Rent control has primarily been a downstate, New York City issue. But with regulations due to expire in June, lawmakers want to expand protections for tenants statewide.

State lawmakers and advocates rallied on Tuesday at the Capitol for the extension of rent control. But this year the push comes with a twist as upstate cities are being eyed for the regulations as well.

“I don't care if you're downstate, upstate, eastern state, western state, central state, we are standing together with our tenants,” said Senator Zellnor Myrie.

But not all upstate tenants would necessarily get the protections. A local government would have to opt in for the regulations that are meant to keep rent affordable.

“An emergency would have to declared, a local council would have opt in,” said Assembly Speaker Carl Heastie. “So, it's not automatic. It's a choice by the locality if they felt they have a housing emergency. If you never reach those issues with a 5 percent vacancy rate, it would never be an issue.”

Another proposed regulation would protect tenants when landlords attempt to remove them when a lease is up without a good reason.

“That would allow tenants who are experiencing difficult housing conditions that might need to complain about their housing conditions or are fighting their landlord aren't penalized for that,” said Senator Brian Kavanaugh.

Lawmakers in upstate cities, where poverty rates are high, say they would welcome the change.

“Healthy, stable affordable housing is a right and residents everywhere deserve access to housing — even in Syracuse,” said Assemblywoman Pamela Hunter.
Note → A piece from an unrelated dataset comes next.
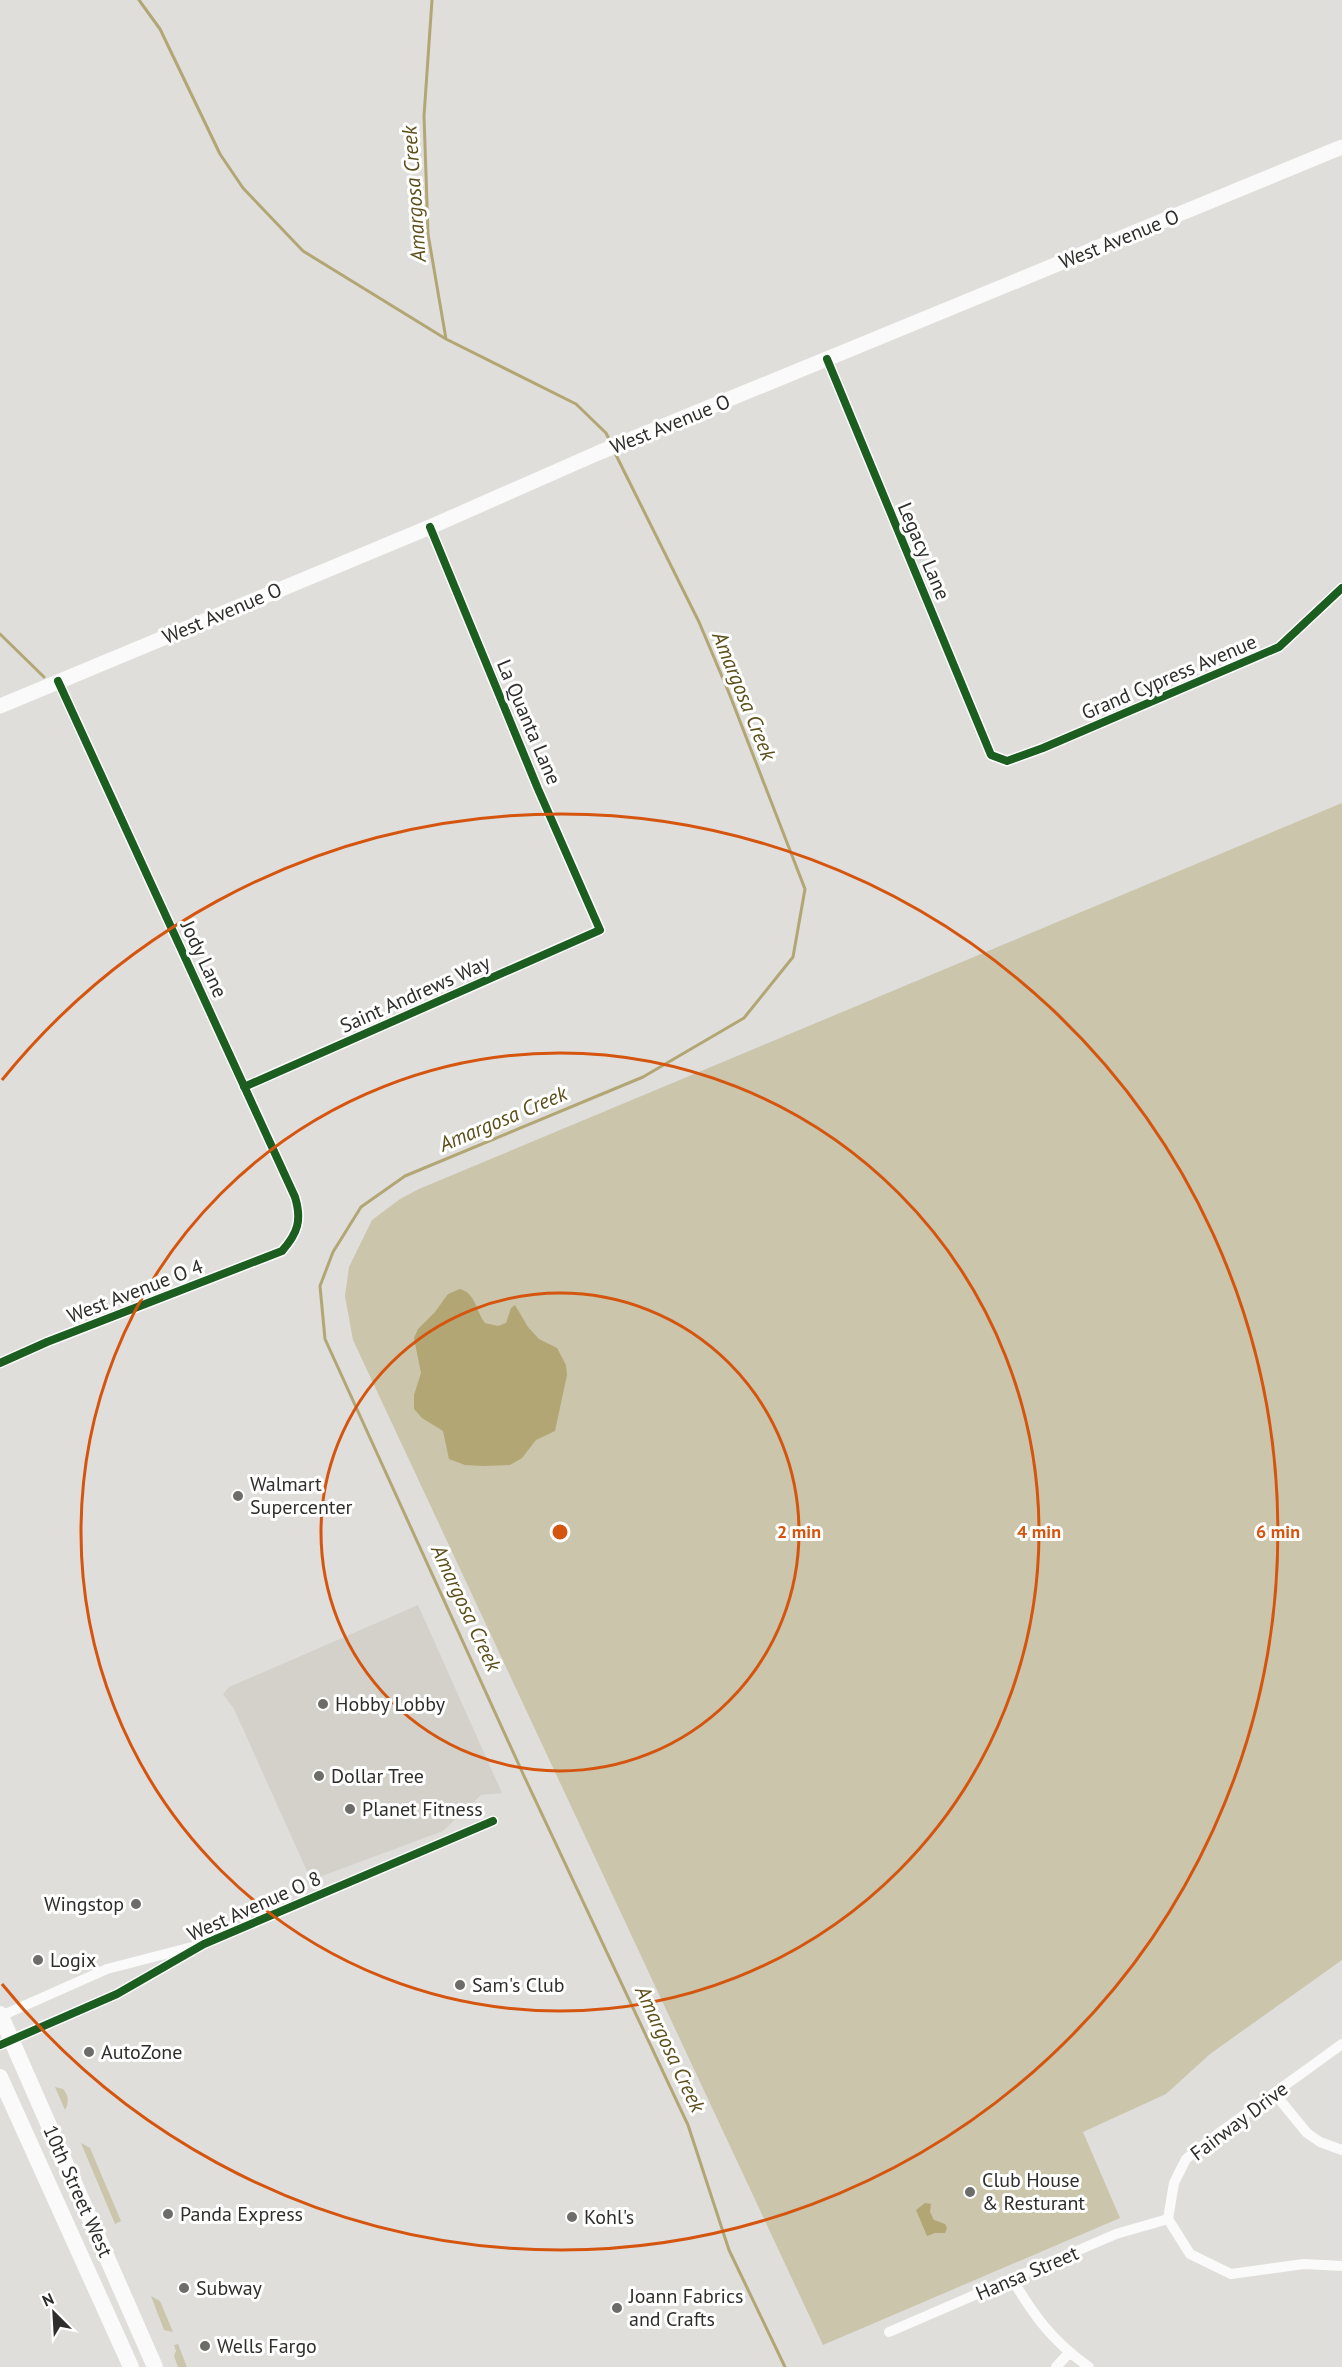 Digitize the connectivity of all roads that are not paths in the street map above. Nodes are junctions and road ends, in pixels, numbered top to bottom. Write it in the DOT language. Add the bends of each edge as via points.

Democrats in the Legislature are hopeful they would be able to pass a pro-tenant agenda this year now that they control both the state Senate and Assembly. In the past, Republicans have been hesitant to expand rent control regulations.

“It is time for the government to work for the people and work for the tenants and not work for the landlords who are already making money on our backs,” said Senator Mike Gianaris.

The current rent control regulations are set to expire on June 15.